• [Your assignment] Look through the records, and wherever the string "Nuova" turns up, copy out that line.

• [Information shown]
========================
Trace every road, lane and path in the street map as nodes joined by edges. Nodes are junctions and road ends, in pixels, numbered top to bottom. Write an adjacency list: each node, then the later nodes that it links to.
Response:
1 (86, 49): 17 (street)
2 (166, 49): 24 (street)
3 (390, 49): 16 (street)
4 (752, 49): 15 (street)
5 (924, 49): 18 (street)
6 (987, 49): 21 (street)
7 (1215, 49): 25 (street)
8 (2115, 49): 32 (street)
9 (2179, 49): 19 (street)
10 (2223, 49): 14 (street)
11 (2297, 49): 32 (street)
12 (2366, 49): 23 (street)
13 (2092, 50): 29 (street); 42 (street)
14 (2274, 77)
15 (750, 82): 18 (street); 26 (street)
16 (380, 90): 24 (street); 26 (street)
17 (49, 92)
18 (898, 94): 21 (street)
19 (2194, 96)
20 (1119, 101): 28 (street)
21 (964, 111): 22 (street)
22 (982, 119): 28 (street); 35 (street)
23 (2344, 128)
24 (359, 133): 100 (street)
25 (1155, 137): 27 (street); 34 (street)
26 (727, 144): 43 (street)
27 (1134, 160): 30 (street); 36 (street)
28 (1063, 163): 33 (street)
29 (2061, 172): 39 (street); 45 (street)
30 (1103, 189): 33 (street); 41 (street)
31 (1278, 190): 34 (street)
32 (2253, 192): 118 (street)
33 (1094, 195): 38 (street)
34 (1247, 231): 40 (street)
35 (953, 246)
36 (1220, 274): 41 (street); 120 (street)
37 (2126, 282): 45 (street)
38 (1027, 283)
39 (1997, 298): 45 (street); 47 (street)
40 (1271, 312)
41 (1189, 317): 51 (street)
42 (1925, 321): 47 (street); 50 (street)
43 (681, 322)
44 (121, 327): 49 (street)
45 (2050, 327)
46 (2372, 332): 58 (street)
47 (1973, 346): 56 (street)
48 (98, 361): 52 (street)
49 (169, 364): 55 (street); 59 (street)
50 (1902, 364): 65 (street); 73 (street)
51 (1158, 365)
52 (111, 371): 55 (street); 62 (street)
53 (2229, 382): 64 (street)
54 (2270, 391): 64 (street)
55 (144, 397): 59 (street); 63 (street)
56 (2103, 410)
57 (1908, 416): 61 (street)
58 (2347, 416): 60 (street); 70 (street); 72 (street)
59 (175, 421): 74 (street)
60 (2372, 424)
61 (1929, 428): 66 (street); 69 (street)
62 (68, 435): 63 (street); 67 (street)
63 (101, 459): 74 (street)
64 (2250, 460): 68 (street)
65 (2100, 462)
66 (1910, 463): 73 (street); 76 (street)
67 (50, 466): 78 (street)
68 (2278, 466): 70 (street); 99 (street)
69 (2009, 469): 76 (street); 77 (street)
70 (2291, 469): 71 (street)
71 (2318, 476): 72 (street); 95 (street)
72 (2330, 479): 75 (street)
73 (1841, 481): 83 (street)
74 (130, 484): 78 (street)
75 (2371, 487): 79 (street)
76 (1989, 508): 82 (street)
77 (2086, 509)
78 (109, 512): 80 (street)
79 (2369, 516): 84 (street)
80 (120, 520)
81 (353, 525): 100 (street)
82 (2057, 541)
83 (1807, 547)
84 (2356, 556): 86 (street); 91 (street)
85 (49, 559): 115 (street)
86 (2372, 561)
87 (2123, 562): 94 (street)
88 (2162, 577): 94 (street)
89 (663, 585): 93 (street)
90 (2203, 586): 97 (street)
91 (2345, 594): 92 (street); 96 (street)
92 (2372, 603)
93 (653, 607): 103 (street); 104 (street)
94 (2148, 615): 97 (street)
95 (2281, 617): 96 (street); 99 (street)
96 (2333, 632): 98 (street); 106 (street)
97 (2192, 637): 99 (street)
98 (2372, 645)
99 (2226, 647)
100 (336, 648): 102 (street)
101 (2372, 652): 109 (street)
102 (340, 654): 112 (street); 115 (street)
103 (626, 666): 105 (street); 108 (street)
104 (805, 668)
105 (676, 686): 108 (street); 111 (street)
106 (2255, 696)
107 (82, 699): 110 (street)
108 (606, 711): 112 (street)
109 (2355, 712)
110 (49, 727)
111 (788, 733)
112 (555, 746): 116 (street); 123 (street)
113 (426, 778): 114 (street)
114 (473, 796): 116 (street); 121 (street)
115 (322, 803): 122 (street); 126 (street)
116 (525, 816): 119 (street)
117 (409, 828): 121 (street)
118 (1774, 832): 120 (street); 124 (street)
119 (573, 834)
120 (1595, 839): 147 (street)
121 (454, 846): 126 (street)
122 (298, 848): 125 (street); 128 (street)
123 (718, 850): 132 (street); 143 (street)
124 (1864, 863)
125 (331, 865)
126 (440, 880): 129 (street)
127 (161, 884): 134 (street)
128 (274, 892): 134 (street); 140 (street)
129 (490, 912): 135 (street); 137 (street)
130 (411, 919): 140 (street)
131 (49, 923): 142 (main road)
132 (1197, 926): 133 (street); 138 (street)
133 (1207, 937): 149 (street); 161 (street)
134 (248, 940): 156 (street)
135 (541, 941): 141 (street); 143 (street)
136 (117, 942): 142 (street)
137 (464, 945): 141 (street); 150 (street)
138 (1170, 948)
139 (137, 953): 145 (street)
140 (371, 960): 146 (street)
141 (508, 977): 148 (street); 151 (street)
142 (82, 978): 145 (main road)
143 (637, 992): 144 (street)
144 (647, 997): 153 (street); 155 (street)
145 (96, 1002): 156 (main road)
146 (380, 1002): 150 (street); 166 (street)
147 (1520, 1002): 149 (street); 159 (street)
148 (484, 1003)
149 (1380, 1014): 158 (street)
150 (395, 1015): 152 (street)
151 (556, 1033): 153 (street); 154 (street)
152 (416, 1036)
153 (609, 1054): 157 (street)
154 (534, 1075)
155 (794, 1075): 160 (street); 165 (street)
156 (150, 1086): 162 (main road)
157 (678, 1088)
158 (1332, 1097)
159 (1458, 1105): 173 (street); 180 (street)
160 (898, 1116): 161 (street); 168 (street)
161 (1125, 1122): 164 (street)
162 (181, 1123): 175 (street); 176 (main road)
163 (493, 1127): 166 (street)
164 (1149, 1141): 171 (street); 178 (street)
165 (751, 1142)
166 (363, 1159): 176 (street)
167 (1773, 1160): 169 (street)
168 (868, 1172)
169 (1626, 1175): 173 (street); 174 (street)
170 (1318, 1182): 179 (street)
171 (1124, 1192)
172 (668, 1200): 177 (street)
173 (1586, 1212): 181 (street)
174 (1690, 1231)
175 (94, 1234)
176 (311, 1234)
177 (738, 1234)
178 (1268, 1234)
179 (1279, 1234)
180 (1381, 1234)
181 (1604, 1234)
========================
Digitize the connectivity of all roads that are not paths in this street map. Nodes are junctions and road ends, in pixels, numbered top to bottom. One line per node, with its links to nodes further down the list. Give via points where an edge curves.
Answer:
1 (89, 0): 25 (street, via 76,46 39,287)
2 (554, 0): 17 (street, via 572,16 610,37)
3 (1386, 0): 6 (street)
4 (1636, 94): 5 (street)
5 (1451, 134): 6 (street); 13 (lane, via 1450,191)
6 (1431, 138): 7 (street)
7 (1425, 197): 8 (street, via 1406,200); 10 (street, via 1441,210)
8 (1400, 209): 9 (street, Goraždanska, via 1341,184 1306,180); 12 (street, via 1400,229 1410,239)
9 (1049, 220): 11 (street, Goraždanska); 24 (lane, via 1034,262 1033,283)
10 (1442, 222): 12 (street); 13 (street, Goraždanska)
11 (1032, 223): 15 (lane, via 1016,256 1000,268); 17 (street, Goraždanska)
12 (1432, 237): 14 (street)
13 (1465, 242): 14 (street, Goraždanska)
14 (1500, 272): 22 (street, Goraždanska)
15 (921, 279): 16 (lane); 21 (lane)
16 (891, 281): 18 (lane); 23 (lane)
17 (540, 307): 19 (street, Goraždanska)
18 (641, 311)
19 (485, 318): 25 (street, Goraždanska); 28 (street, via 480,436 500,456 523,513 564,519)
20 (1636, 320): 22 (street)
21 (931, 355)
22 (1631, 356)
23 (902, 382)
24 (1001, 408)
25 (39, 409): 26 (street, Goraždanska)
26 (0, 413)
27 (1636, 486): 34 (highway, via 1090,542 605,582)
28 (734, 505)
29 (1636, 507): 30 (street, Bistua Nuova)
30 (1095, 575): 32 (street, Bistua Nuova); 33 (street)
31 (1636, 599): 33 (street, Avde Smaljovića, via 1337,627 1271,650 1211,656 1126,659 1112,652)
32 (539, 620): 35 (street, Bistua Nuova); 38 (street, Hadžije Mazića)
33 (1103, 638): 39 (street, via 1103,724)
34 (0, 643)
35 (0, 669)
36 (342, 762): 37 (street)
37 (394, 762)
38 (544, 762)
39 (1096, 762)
========================
• [Task result]
29 (1636, 507): 30 (street, Bistua Nuova)
30 (1095, 575): 32 (street, Bistua Nuova); 33 (street)
32 (539, 620): 35 (street, Bistua Nuova); 38 (street, Hadžije Mazića)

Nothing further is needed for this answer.